Who knows. Maybe the show really was as rushed and haphazard as we thought it was. It was early on in the process of Dylan discovering his true voice again, and maybe he hadn’t quite found his groove yet.

He would. Over the course of the next several months and years Dylan would slowly climb back into full-on cultural and artistic relevance. Summer 1988 had found his latest single, the Grateful Dead-alike (fitting, given the Robert Hunter co-writing credit) “Silvio”, getting all kinds of radio airplay, even hitting #5 on Billboard’s then-new Mainstream Rock chart. But that was maybe just a blip. Or maybe a warning shot. Later in the year he would find even bigger chart glory with his pals in the Traveling Wilburys. And in 1989 his Oh Mercy album got the best reviews of any Dylan album that decade. That same year my friends and I went to see Dylan again at the same venue. Part of Dylan’s strategy, for whatever reason, was to hit the same cities repeatedly, year after year. The crowd had been cut in half, but this time we thought the show was much better. 

Was it?

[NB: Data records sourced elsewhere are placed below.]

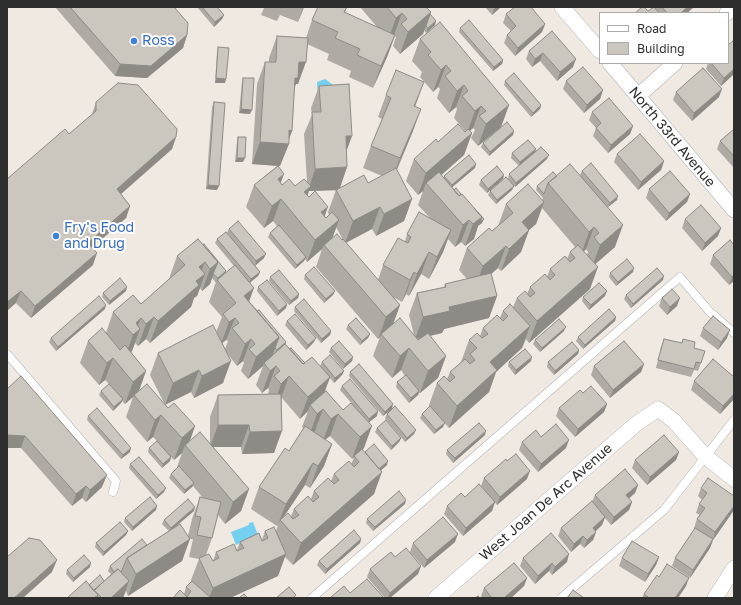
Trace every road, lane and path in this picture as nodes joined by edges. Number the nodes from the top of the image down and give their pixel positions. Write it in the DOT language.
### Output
graph roads {
  1 [pos="562,7"];
  2 [pos="599,50"];
  3 [pos="611,64"];
  4 [pos="674,64"];
  5 [pos="638,96"];
  6 [pos="734,210"];
  7 [pos="734,333"];
  8 [pos="8,355"];
  9 [pos="734,420"];
  10 [pos="705,456"];
  11 [pos="734,479"];
  12 [pos="113,492"];
  13 [pos="734,568"];
  14 [pos="312,598"];
  15 [pos="436,598"];
  16 [pos="561,598"];
  17 [pos="715,598"];
  1 -- 2 [label="street"];
  3 -- 5 [label="street, North 33rd Avenue"];
  4 -- 5 [label="street"];
  5 -- 6 [label="street, North 33rd Avenue"];
  7 -- 14 [label="lane"];
  8 -- 12 [label="lane"];
  9 -- 10 [label="lane"];
  10 -- 11 [label="street"];
  10 -- 15 [label="street, West Joan De Arc Avenue"];
  10 -- 16 [label="lane"];
  13 -- 17 [label="street"];
}
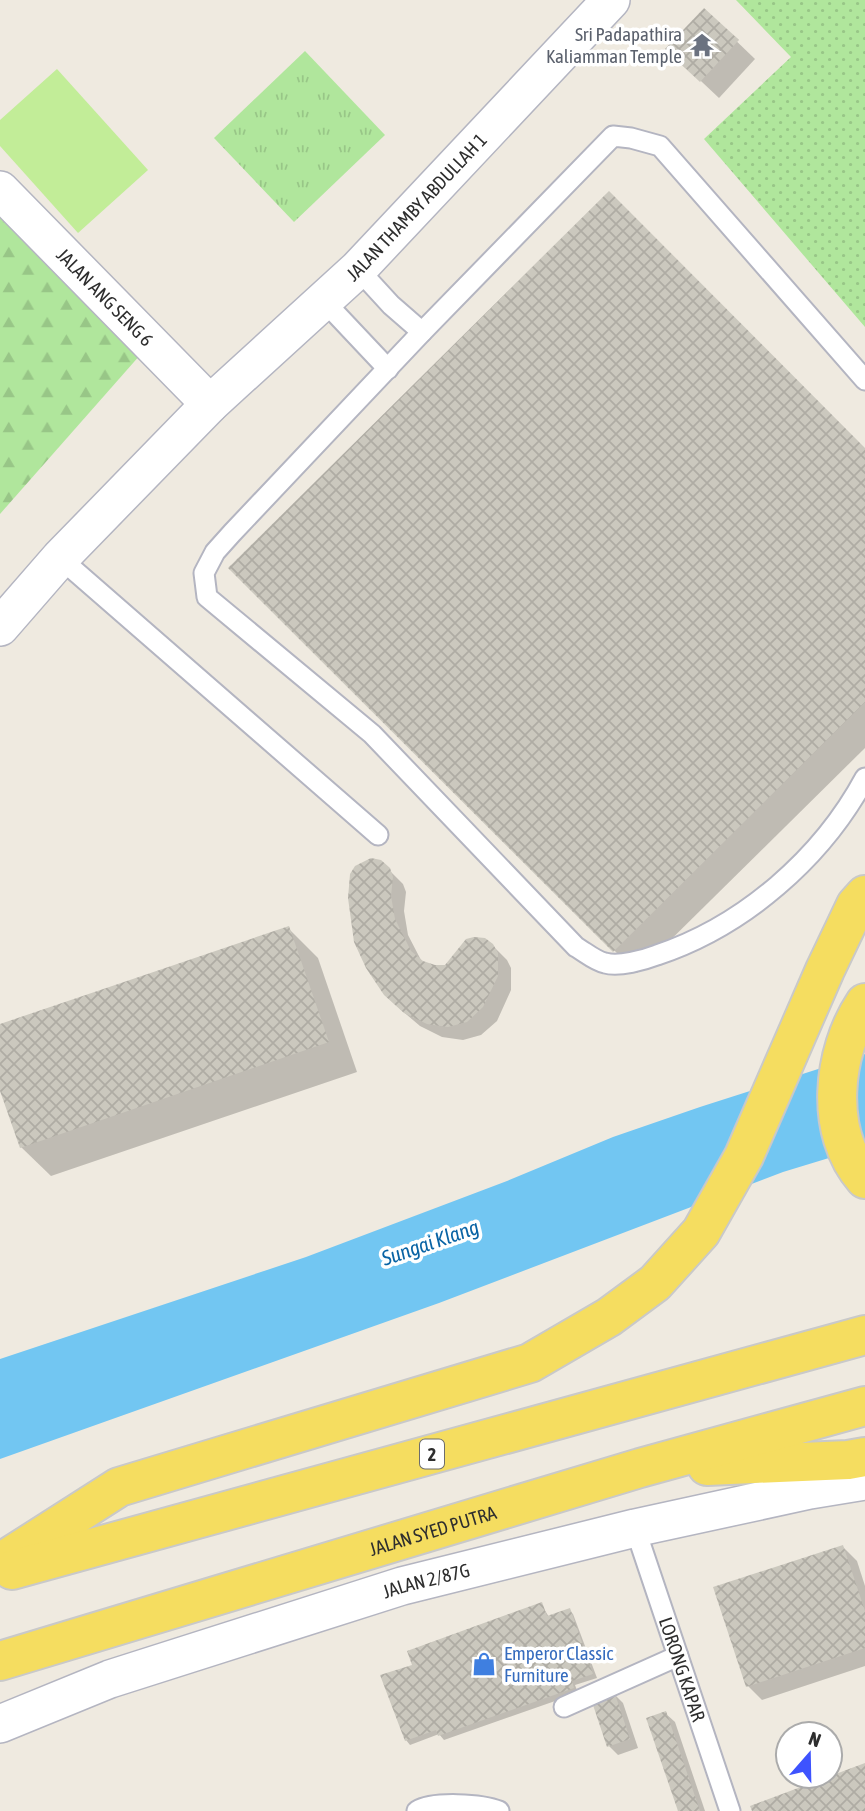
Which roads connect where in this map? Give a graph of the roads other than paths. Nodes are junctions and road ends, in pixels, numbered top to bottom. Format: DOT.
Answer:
graph roads {
  1 [pos="611,0"];
  2 [pos="0,190"];
  3 [pos="358,269"];
  4 [pos="323,300"];
  5 [pos="422,332"];
  6 [pos="388,369"];
  7 [pos="865,380"];
  8 [pos="210,404"];
  9 [pos="60,558"];
  10 [pos="0,627"];
  11 [pos="865,778"];
  12 [pos="378,835"];
  13 [pos="865,895"];
  14 [pos="865,1003"];
  15 [pos="865,1179"];
  16 [pos="865,1335"];
  17 [pos="865,1406"];
  18 [pos="865,1457"];
  19 [pos="640,1468"];
  20 [pos="865,1481"];
  21 [pos="635,1528"];
  22 [pos="0,1563"];
  23 [pos="0,1573"];
  24 [pos="678,1656"];
  25 [pos="0,1661"];
  26 [pos="564,1707"];
  27 [pos="0,1724"];
  28 [pos="417,1811"];
  29 [pos="499,1811"];
  30 [pos="730,1811"];
  1 -- 3 [label="street, JALAN THAMBY ABDULLAH 1"];
  2 -- 8 [label="street, JALAN ANG SENG 6"];
  3 -- 4 [label="street, JALAN THAMBY ABDULLAH 1"];
  3 -- 5 [label="lane"];
  4 -- 6 [label="lane"];
  4 -- 8 [label="street, JALAN THAMBY ABDULLAH 1"];
  5 -- 6 [label="lane"];
  5 -- 7 [label="lane"];
  6 -- 11 [label="lane"];
  8 -- 9 [label="street, JALAN THAMBY ABDULLAH 1"];
  9 -- 10 [label="street, JALAN THAMBY ABDULLAH 1"];
  9 -- 12 [label="lane"];
  13 -- 22 [label="main road"];
  14 -- 15 [label="main road"];
  16 -- 23 [label="main road, 2"];
  17 -- 19 [label="main road, JALAN SYED PUTRA"];
  18 -- 19 [label="main road"];
  19 -- 25 [label="main road, JALAN SYED PUTRA"];
  20 -- 21 [label="street, JALAN 2/87G"];
  21 -- 24 [label="lane, LORONG KAPAR"];
  21 -- 27 [label="street, JALAN 2/87G"];
  24 -- 26 [label="lane"];
  24 -- 30 [label="lane, LORONG KAPAR"];
  28 -- 29 [label="lane"];
}
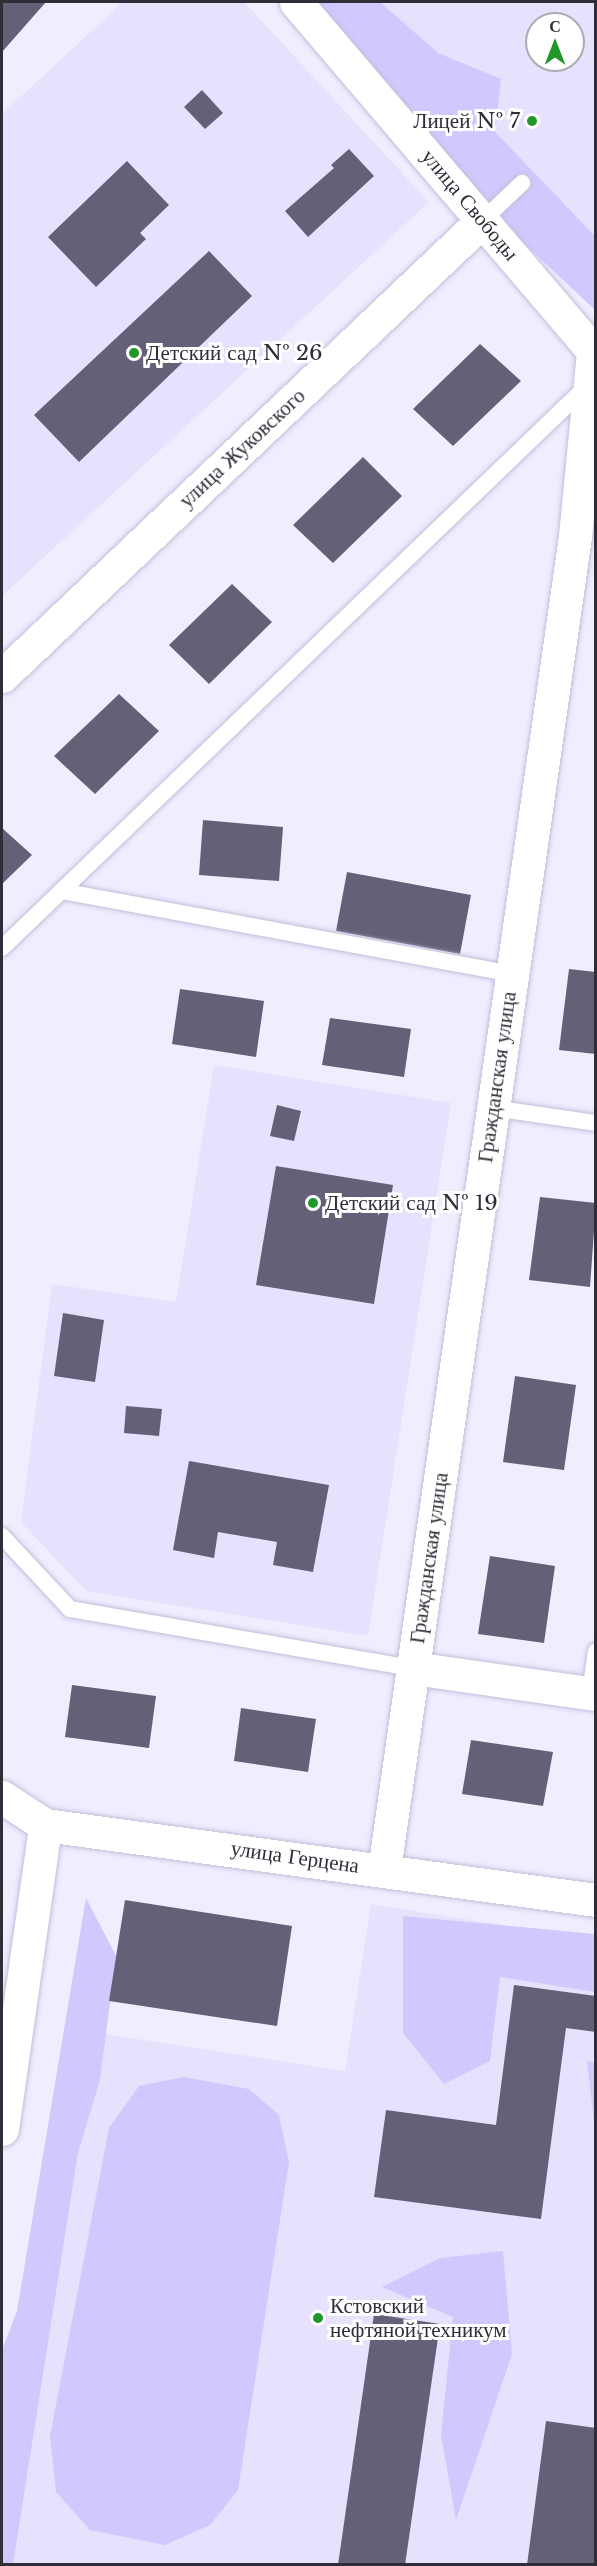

Or were we just more attuned to it, having had the experience of seeing him the year before?

Dylan has been out there ever since, still on the road, headin' for another joint, night after night, year after year. Couple hundred dates most years. Band members come and go (and occasionally come back), and set lists mutate, but Dylan has stayed true to the same basic approach. It was a cool thing to see him at that point in his career, a point that ended up being so important, where having come to the crossroads he chose a path and resolved to stay on it.